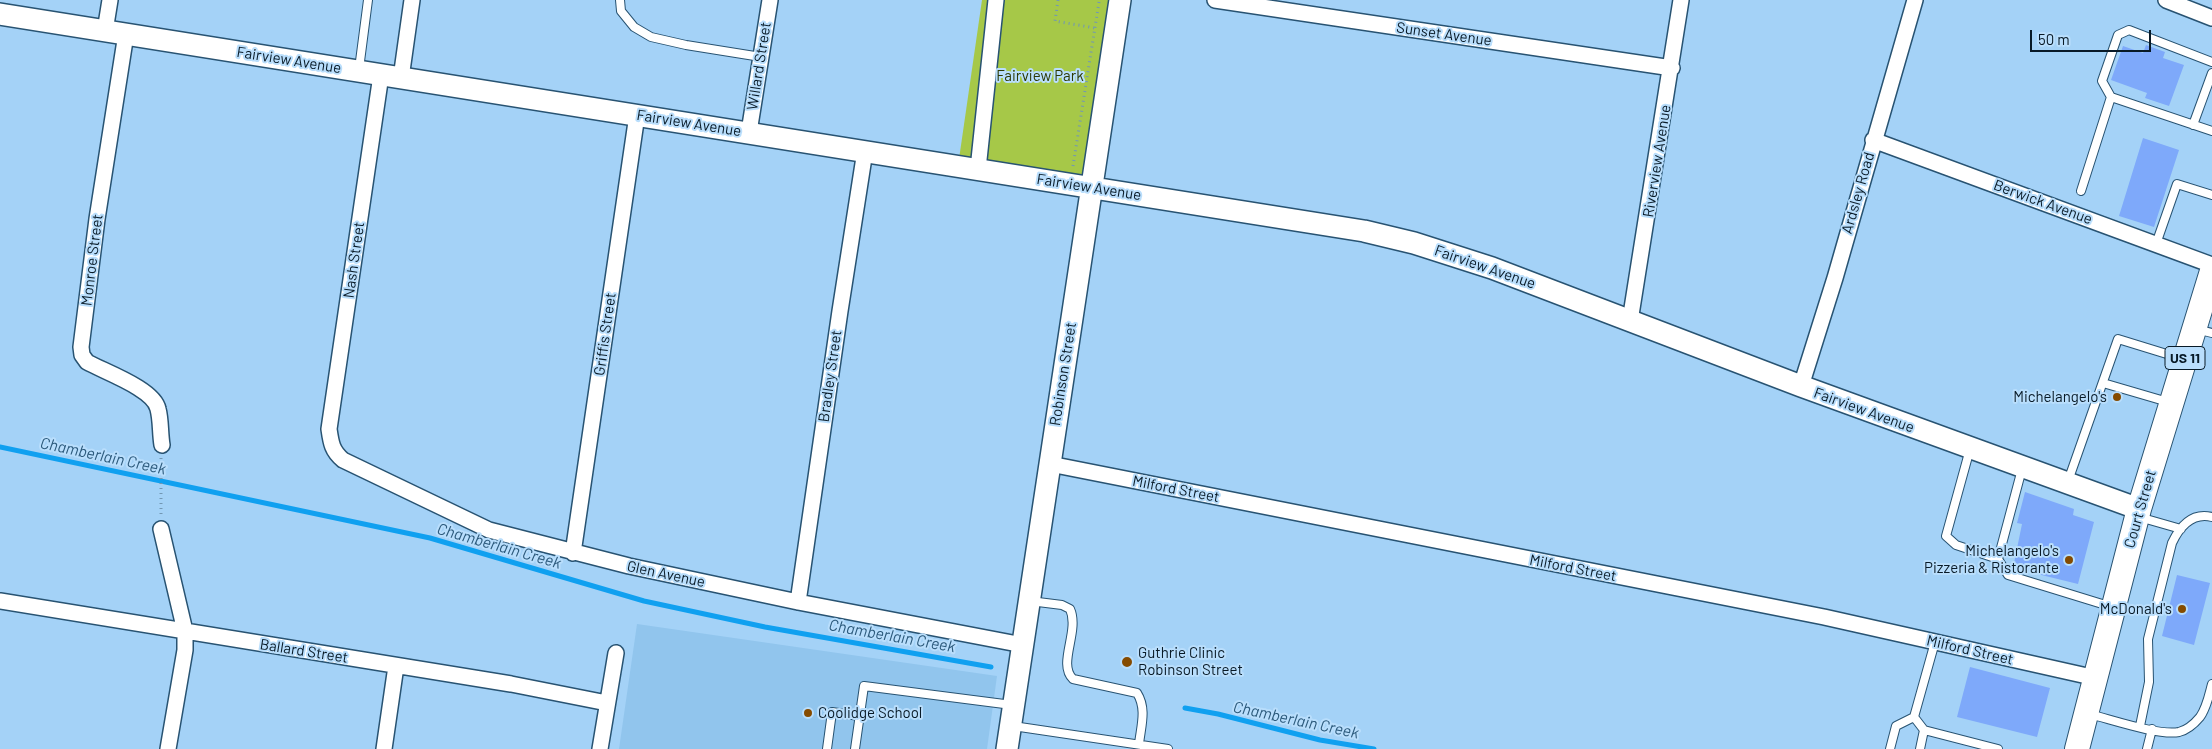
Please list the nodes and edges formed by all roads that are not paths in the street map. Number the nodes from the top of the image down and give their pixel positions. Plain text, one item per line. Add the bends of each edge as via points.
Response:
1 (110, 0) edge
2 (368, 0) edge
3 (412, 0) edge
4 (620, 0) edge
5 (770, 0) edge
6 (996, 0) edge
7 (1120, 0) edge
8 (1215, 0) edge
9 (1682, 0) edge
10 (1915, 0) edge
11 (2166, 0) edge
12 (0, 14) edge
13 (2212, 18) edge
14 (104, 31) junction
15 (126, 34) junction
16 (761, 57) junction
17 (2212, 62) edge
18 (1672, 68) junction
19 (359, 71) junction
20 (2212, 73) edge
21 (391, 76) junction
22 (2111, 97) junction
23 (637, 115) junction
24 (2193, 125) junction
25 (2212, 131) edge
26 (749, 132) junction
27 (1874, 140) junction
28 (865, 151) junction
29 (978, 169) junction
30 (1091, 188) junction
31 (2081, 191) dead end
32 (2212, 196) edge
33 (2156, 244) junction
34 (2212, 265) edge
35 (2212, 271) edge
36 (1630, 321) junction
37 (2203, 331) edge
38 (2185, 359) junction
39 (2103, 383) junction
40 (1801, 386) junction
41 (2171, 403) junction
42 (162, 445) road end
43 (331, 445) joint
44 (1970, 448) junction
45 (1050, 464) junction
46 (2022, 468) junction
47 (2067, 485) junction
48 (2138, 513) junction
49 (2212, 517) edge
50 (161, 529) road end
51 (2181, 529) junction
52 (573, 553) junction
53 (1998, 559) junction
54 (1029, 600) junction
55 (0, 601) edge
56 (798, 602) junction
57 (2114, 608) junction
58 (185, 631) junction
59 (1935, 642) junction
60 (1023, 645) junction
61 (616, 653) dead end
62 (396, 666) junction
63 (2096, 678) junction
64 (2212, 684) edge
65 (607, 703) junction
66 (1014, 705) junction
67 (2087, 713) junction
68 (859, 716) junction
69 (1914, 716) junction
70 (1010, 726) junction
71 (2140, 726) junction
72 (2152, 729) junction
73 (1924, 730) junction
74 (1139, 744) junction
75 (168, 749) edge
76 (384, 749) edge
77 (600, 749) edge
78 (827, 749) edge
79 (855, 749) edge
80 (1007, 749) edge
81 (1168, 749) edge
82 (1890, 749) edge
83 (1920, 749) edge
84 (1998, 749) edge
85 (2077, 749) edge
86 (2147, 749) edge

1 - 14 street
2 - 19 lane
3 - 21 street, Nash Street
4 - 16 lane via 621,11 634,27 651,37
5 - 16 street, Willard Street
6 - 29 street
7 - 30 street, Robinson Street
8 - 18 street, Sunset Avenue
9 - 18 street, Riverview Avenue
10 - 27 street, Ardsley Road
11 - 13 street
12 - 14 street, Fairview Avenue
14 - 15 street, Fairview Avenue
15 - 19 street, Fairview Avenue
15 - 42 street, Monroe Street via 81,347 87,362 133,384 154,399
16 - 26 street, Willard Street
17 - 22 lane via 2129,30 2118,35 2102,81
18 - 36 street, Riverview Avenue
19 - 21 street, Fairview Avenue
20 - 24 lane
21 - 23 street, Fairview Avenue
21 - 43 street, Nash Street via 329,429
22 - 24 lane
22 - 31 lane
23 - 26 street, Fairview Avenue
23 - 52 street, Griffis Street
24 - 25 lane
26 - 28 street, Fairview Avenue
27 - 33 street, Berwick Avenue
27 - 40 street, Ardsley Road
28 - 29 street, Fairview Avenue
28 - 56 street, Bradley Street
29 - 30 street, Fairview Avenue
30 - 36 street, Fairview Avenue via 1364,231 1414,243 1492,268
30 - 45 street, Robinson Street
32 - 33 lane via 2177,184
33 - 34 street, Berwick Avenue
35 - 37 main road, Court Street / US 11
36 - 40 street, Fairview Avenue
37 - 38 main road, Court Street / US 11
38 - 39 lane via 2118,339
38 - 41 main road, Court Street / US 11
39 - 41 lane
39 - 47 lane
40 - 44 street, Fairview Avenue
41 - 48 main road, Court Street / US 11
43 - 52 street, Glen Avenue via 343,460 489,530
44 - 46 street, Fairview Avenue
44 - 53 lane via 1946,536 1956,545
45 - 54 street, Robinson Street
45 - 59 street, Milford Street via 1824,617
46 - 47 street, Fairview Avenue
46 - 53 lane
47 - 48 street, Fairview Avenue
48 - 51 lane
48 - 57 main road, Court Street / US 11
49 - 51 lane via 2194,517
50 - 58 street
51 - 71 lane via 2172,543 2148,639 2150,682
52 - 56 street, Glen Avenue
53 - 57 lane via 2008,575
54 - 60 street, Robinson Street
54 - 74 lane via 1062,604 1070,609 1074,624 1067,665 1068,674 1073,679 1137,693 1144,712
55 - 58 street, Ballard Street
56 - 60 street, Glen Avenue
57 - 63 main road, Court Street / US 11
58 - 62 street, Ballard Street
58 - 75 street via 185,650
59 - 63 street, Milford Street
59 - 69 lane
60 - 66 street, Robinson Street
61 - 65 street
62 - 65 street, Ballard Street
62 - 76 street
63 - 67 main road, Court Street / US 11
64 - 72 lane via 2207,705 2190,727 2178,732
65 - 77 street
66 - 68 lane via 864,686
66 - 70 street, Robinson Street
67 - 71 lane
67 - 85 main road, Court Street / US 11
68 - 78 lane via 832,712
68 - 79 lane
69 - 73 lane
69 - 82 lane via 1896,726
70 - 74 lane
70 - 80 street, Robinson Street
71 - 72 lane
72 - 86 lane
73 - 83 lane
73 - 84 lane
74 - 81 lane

━━━━━━━━━━━━━━━━━━━━━━━━━━━━━━

◆ **What is being asked**
Go through the listing above and return each line where the word "Ardsley" occurs.

◆ **Solved problem**
10 - 27 street, Ardsley Road
27 - 40 street, Ardsley Road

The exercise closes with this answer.